Using the listing below, give the number of lines in which the string "nodes" appears, and nothing else.

◆ ◆ ◆

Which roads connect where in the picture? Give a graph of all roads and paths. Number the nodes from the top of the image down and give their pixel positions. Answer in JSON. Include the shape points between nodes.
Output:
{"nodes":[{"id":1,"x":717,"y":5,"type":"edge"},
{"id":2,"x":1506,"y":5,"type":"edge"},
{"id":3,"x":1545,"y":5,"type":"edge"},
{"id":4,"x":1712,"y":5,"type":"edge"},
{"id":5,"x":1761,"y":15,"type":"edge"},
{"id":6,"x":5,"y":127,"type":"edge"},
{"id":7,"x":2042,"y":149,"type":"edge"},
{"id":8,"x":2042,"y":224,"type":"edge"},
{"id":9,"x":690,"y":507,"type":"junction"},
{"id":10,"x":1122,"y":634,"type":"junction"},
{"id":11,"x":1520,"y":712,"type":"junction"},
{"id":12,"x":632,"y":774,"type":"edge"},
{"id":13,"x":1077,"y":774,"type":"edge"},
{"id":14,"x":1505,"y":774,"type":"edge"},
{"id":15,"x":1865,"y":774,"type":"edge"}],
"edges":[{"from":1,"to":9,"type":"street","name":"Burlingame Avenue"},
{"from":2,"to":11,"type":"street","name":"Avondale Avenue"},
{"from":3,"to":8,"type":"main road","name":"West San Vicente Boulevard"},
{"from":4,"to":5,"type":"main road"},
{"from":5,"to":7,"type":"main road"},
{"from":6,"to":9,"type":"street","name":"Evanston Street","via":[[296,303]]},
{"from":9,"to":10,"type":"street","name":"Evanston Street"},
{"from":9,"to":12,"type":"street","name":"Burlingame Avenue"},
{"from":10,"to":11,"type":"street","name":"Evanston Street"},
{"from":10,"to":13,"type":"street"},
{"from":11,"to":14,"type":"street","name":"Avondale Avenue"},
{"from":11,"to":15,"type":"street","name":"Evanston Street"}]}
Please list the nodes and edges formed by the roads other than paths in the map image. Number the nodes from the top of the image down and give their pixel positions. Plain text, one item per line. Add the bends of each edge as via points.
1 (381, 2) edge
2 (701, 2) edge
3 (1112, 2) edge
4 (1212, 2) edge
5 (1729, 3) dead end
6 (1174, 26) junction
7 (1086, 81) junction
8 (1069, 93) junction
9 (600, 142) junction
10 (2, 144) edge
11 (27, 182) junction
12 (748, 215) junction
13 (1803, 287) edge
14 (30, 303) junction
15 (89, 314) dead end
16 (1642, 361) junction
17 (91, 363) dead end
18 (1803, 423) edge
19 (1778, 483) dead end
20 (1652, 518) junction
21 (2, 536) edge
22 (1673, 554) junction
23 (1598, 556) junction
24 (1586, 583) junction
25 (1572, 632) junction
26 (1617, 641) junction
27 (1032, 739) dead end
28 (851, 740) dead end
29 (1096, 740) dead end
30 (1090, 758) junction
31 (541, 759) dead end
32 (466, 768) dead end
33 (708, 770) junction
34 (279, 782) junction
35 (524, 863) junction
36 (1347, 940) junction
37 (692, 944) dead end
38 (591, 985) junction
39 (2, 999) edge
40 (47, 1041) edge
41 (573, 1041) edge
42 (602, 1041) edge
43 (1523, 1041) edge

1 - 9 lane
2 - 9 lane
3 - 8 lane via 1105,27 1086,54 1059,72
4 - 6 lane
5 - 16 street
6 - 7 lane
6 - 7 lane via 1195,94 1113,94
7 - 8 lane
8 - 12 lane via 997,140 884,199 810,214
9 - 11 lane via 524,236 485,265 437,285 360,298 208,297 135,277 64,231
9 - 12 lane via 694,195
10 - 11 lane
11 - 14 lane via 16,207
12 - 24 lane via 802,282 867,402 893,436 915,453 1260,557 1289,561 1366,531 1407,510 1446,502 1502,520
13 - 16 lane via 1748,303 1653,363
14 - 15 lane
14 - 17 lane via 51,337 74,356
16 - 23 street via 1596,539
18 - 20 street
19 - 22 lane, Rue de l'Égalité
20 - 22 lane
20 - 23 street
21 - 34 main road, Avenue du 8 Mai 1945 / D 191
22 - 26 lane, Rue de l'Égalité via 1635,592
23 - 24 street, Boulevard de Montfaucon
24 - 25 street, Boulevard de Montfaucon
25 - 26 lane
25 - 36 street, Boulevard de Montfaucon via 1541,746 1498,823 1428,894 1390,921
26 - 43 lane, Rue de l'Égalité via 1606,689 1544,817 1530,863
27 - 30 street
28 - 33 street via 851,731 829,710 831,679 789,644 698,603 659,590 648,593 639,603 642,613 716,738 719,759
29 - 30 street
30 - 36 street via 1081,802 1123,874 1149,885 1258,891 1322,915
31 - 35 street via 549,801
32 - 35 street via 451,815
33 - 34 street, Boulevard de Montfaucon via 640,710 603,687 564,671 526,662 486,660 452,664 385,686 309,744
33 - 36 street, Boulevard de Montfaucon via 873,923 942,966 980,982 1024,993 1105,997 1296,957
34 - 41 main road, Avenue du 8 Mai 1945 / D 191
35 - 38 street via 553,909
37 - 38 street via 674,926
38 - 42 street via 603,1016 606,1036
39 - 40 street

◆ ◆ ◆

* Solved exercise:
3